Failed to copy vector d_g_odata from device to host (error code invalid argument)!

Here is the reduction kernel. I am assuming the previous kernel worked and copying the vdwe array was also sucessful. It was working before.

__global__ void
reduce1(double *g_idata, double *g_odata, int N)
{
    extern __shared__ double sdata[];

    // load shared mem
    unsigned int tid = threadIdx.x;
    unsigned int i = blockIdx.x*blockDim.x + threadIdx.x;

    sdata[tid] = (i < N) ? g_idata[i] : 0;

    __syncthreads();

    // do reduction in shared mem
    for (unsigned int s=1; s < blockDim.x; s *= 2)
    {
        int index = 2 * s * tid;

        if (index < blockDim.x)
        {
            sdata[index] += sdata[index + s];
        }

        __syncthreads();
    }

    // write result for this block to global mem
    if (tid == 0) g_odata[blockIdx.x] = sdata[0];
}

Here are the commmands at the kernel launch. Where N is the number of unique atom interactions.

dim3 threadsPerBlock (imin(numatoms,32),imin(numatoms,32));
 dim3 blocksPerGrid ((numatoms+32-1)/32,(numatoms+32-1)/32);

 printf("The number of threadblocks is %d*%d \n", (numatoms+32-1)/32,(numatoms+32-1)/32);
 clock_t t;
 t = clock();
 lje<<<blocksPerGrid, threadsPerBlock>>>( d_atype, d_atomx, d_atomy, d_atomz, d_vdwe, numatoms );

  err = cudaMemcpy(vdwe, d_vdwe, N*sizeof(double), cudaMemcpyDeviceToHost);
 if (err != cudaSuccess)
    {
      fprintf(stderr, "Failed to copy vector vdwe from device to host (error code %s)!\n", cudaGetErrorString(err));
      exit(EXIT_FAILURE);
    }
 
 err = cudaMemcpy( d_g_idata, vdwe, N*sizeof(double), cudaMemcpyHostToDevice);
 if (err != cudaSuccess)
    {
      fprintf(stderr, "Failed to copy vector d_g_idata from host to device (error code %s)!\n", cudaGetErrorString(err));
      exit(EXIT_FAILURE);
    }

 //dim3 tPB (imin(N,32),imin(N,32));
 //dim3 bPG ((N+32-1)/32,(N+32-1)/32);



 int tPB = 1024;
 dim3 bPG = (N+tPB-1)/(tPB);


 reduce1<<<tPB, bPG>>>( d_g_idata, d_g_odata, N );

t_vdwe  = (double*) calloc(((N+32-1)/32*(N+32-1)/32),sizeof(double));
 
 err = cudaMemcpy(d_g_odata, t_vdwe, ((N+32-1)/32*(N+32-1)/32)*sizeof(double), cudaMemcpyDeviceToHost);
 if (err != cudaSuccess)
    {
      fprintf(stderr, "Failed to copy vector d_g_odata from device to host (error code %s)!\n", cudaGetErrorString(err));
      exit(EXIT_FAILURE);
    }
 
 t = clock() - t;

If anyone wants to dig through my entire code I can post it but is it around 400 lines.

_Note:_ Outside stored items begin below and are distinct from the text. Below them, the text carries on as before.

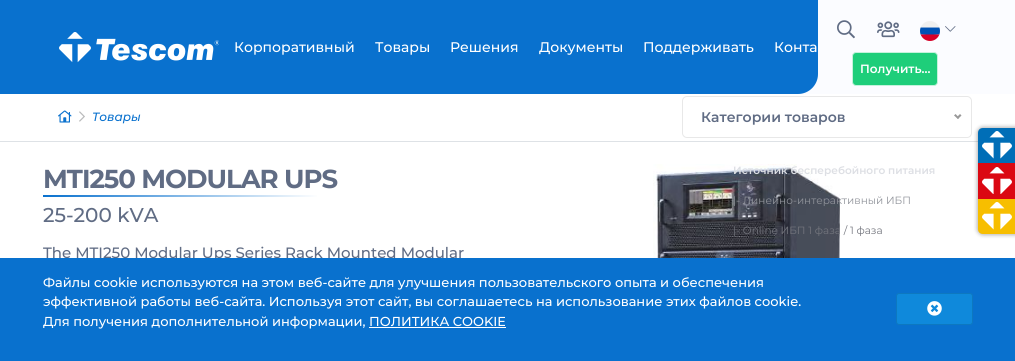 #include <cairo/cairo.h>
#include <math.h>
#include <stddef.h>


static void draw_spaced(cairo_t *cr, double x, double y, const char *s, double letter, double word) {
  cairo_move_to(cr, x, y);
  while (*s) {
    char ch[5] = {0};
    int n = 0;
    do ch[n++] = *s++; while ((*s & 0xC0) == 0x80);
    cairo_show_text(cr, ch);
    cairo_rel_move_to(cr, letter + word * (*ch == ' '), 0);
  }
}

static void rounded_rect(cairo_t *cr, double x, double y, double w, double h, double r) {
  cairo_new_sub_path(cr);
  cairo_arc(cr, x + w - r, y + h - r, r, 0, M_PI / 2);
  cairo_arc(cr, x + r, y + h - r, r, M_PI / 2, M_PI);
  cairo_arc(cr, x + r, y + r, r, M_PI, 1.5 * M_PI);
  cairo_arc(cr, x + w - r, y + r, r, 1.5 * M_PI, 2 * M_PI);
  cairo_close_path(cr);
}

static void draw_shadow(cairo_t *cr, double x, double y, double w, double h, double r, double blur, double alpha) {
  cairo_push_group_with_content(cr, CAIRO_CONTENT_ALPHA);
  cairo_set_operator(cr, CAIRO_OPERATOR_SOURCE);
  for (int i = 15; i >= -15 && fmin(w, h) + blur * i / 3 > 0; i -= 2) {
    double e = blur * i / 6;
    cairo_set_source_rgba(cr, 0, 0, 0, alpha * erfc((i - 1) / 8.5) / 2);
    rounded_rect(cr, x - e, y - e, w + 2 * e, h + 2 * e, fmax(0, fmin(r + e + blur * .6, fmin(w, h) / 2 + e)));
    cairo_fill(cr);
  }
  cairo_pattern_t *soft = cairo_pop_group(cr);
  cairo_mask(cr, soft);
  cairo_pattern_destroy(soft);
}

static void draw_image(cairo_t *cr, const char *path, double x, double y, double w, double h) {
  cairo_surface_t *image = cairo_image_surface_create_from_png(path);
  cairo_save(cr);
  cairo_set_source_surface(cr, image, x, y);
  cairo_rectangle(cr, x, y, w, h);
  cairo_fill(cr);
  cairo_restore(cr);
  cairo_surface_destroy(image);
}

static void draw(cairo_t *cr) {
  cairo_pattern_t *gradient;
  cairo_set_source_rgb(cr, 1, 1, 1);
  cairo_paint(cr);
  cairo_set_source_rgb(cr, 251 / 255.0, 252 / 255.0, 1);
  cairo_rectangle(cr, 798, 0, 217, 94);
  cairo_fill(cr);
  cairo_set_source_rgb(cr, 9 / 255.0, 113 / 255.0, 206 / 255.0);
  cairo_rectangle(cr, 0, 0, 43, 94);
  cairo_fill(cr);
  cairo_new_path(cr);
  cairo_move_to(cr, 43, 0);
  cairo_line_to(cr, 818, 0);
  cairo_line_to(cr, 818, 74);
  cairo_curve_to(cr, 818, 85, 809, 94, 798, 94);
  cairo_line_to(cr, 43, 94);
  cairo_close_path(cr);
  cairo_fill(cr);
  draw_image(cr, "images/1.png", 59, 32, 160, 31);
  draw_image(cr, "images/2.png", 837, 20, 18, 19);
  draw_image(cr, "images/3.png", 877, 21, 23, 17);
  draw_image(cr, "images/4.png", 920, 21, 20, 20);
  draw_image(cr, "images/5.png", 945, 26, 11, 6);
  cairo_set_source_rgb(cr, 30 / 255.0, 206 / 255.0, 122 / 255.0);
  rounded_rect(cr, 852.5, 52.5, 85, 33, 3.5);
  cairo_fill_preserve(cr);
  cairo_set_source_rgb(cr, 197 / 255.0, 242 / 255.0, 220 / 255.0);
  cairo_set_line_width(cr, 1);
  cairo_stroke(cr);
  cairo_set_source_rgb(cr, 222 / 255.0, 226 / 255.0, 230 / 255.0);
  cairo_rectangle(cr, 0, 141, 978, 1);
  cairo_fill(cr);
  draw_image(cr, "images/6.png", 58, 110, 14, 13);
  draw_image(cr, "images/7.png", 79, 111, 6, 11);
  rounded_rect(cr, 682.5, 96.5, 289, 41, 4.5);
  cairo_set_source_rgb(cr, 232 / 255.0, 232 / 255.0, 232 / 255.0);
  cairo_stroke(cr);
  cairo_set_source_rgb(cr, 153 / 255.0, 153 / 255.0, 153 / 255.0);
  cairo_new_path(cr);
  cairo_move_to(cr, 960, 114);
  cairo_line_to(cr, 961.5, 115.5);
  cairo_line_to(cr, 958, 119);
  cairo_line_to(cr, 956.5, 117.5);
  cairo_close_path(cr);
  cairo_fill(cr);
  cairo_new_path(cr);
  cairo_move_to(cr, 955.5, 114);
  cairo_line_to(cr, 959, 117.5);
  cairo_line_to(cr, 958, 119);
  cairo_line_to(cr, 954, 115.5);
  cairo_close_path(cr);
  cairo_fill(cr);
  cairo_set_source_rgb(cr, 0, 0, 0);
  draw_shadow(cr, 977, 127, 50, 108, 6, 2, 0.3);
  cairo_set_source_rgb(cr, 0, 110 / 255.0, 183 / 255.0);
  cairo_new_path(cr);
  cairo_move_to(cr, 983, 128);
  cairo_line_to(cr, 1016, 128);
  cairo_line_to(cr, 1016, 163);
  cairo_line_to(cr, 978, 163);
  cairo_line_to(cr, 978, 133);
  cairo_curve_to(cr, 978, 130, 980, 128, 983, 128);
  cairo_close_path(cr);
  cairo_fill(cr);
  draw_image(cr, "images/8.png", 982, 131, 30, 28);
  cairo_set_source_rgb(cr, 219 / 255.0, 8 / 255.0, 18 / 255.0);
  cairo_rectangle(cr, 978, 163, 37, 36);
  cairo_fill(cr);
  draw_image(cr, "images/9.png", 982, 167, 30, 27);
  cairo_set_source_rgb(cr, 247 / 255.0, 190 / 255.0, 0);
  cairo_new_path(cr);
  cairo_move_to(cr, 978, 199);
  cairo_line_to(cr, 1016, 199);
  cairo_line_to(cr, 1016, 234);
  cairo_line_to(cr, 983, 234);
  cairo_curve_to(cr, 980, 234, 978, 232, 978, 229);
  cairo_close_path(cr);
  cairo_fill(cr);
  draw_image(cr, "images/10.png", 982, 202, 30, 28);
  gradient = cairo_pattern_create_linear(43, 196, 337, 196);
  cairo_pattern_add_color_stop_rgba(gradient, 0, 9 / 255.0, 113 / 255.0, 206 / 255.0, 1);
  cairo_pattern_add_color_stop_rgba(gradient, 0.94, 1, 1, 1, 1);
  cairo_pattern_add_color_stop_rgba(gradient, 0.99, 1, 1, 1, 1);
  cairo_set_source(cr, gradient);
  cairo_pattern_destroy(gradient);
  cairo_rectangle(cr, 43, 195, 274, 2);
  cairo_fill(cr);
  draw_image(cr, "images/11.png", 653, 164, 187, 94);
  cairo_select_font_face(cr, "Montserrat Medium", CAIRO_FONT_SLANT_NORMAL, CAIRO_FONT_WEIGHT_NORMAL);
  cairo_set_font_size(cr, 14);
  cairo_set_source_rgb(cr, 1, 1, 1);
  cairo_move_to(cr, 234, 52);
  cairo_show_text(cr, "Корпоративный");
  cairo_move_to(cr, 375, 52);
  cairo_show_text(cr, "Товары");
  cairo_move_to(cr, 450, 52);
  cairo_show_text(cr, "Решения");
  cairo_move_to(cr, 539, 52);
  cairo_show_text(cr, "Документы");
  cairo_move_to(cr, 643, 52);
  cairo_show_text(cr, "Поддерживать");
  cairo_move_to(cr, 774, 52);
  cairo_show_text(cr, "Конта");
  cairo_select_font_face(cr, "Montserrat SemiBold", CAIRO_FONT_SLANT_NORMAL, CAIRO_FONT_WEIGHT_NORMAL);
  cairo_set_font_size(cr, 12);
  cairo_move_to(cr, 860, 73);
  cairo_show_text(cr, "Получить...");
  cairo_select_font_face(cr, "Montserrat Medium", CAIRO_FONT_SLANT_ITALIC, CAIRO_FONT_WEIGHT_NORMAL);
  cairo_set_source_rgb(cr, 9 / 255.0, 113 / 255.0, 206 / 255.0);
  cairo_move_to(cr, 92, 121);
  cairo_show_text(cr, "Товары");
  cairo_select_font_face(cr, "Montserrat SemiBold", CAIRO_FONT_SLANT_NORMAL, CAIRO_FONT_WEIGHT_NORMAL);
  cairo_set_font_size(cr, 14);
  cairo_set_source_rgb(cr, 96 / 255.0, 108 / 255.0, 132 / 255.0);
  cairo_move_to(cr, 701, 122);
  cairo_show_text(cr, "Категории товаров");
  cairo_set_font_size(cr, 10.5);
  cairo_set_source_rgb(cr, 221 / 255.0, 223 / 255.0, 228 / 255.0);
  cairo_move_to(cr, 733, 174);
  cairo_show_text(cr, "Источник бесперебойного питания");
  cairo_select_font_face(cr, "Montserrat", CAIRO_FONT_SLANT_NORMAL, CAIRO_FONT_WEIGHT_NORMAL);
  cairo_set_source_rgb(cr, 144 / 255.0, 147 / 255.0, 154 / 255.0);
  cairo_move_to(cr, 733, 204);
  cairo_show_text(cr, "|- Линейно-интерактивный ИБП");
  cairo_set_source_rgb(cr, 115 / 255.0, 117 / 255.0, 125 / 255.0);
  cairo_move_to(cr, 733, 234);
  cairo_show_text(cr, "|- Online ИБП 1 фаза / 1 фаза");
  cairo_select_font_face(cr, "Montserrat", CAIRO_FONT_SLANT_NORMAL, CAIRO_FONT_WEIGHT_BOLD);
  cairo_set_font_size(cr, 26);
  cairo_set_source_rgb(cr, 96 / 255.0, 108 / 255.0, 132 / 255.0);
  draw_spaced(cr, 43, 188, "MTI250 MODULAR UPS", -1, 0);
  cairo_select_font_face(cr, "Montserrat Medium", CAIRO_FONT_SLANT_NORMAL, CAIRO_FONT_WEIGHT_NORMAL);
  cairo_set_font_size(cr, 20);
  cairo_move_to(cr, 43, 222);
  cairo_show_text(cr, "25-200 kVA");
  cairo_set_font_size(cr, 15);
  cairo_move_to(cr, 43, 258);
  cairo_show_text(cr, "The MTI250 Modular Ups Series Rack Mounted Modular");
  cairo_set_source_rgb(cr, 9 / 255.0, 113 / 255.0, 206 / 255.0);
  cairo_rectangle(cr, 0, 258, 1015, 103);
  cairo_fill(cr);
  cairo_set_font_size(cr, 13);
  cairo_set_source_rgb(cr, 1, 1, 1);
  cairo_move_to(cr, 43, 287);
  cairo_show_text(cr, "Файлы cookie используются на этом веб-сайте для улучшения пользовательского опыта и обеспечения");
  cairo_move_to(cr, 43, 306);
  cairo_show_text(cr, "эффективной работы веб-сайта. Используя этот сайт, вы соглашаетесь на использование этих файлов cookie.");
  cairo_move_to(cr, 43, 326);
  cairo_show_text(cr, "Для получения дополнительной информации, ПОЛИТИКА COOKIE");
  cairo_rectangle(cr, 369, 327, 137, 1);
  cairo_fill(cr);
  cairo_set_source_rgb(cr, 15 / 255.0, 137 / 255.0, 219 / 255.0);
  rounded_rect(cr, 896.5, 293.5, 76, 31, 2.5);
  cairo_fill_preserve(cr);
  cairo_set_source_rgb(cr, 13 / 255.0, 120 / 255.0, 192 / 255.0);
  cairo_stroke(cr);
  draw_image(cr, "images/12.png", 927, 301, 15, 15);
}

int main(void) {
  cairo_surface_t *surface = cairo_image_surface_create(CAIRO_FORMAT_RGB24, 1015, 361);
  cairo_t *cr = cairo_create(surface);
  cairo_font_options_t *options = cairo_font_options_create();
  cairo_font_options_set_hint_metrics(options, CAIRO_HINT_METRICS_OFF);
  cairo_font_options_set_hint_style(options, CAIRO_HINT_STYLE_NONE);
  cairo_set_font_options(cr, options);
  cairo_set_miter_limit(cr, 4);
  draw(cr);
  cairo_surface_write_to_png(surface, "out.png");
  cairo_font_options_destroy(options);
  cairo_destroy(cr);
  cairo_surface_destroy(surface);
  return 0;
}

allanmac · December 4, 2013, 7:16pm

It looks like your kernel is using dynamically allocated shared memory but your execution configuration doesn’t specify the number of bytes of shared memory to allocate per block.

I would expect your reduce1 kernel’s execution configuration would look something like this:

reduce1<<<tPB, bPG, sPB>>>

Where ‘sPB’ is shared bytes per block.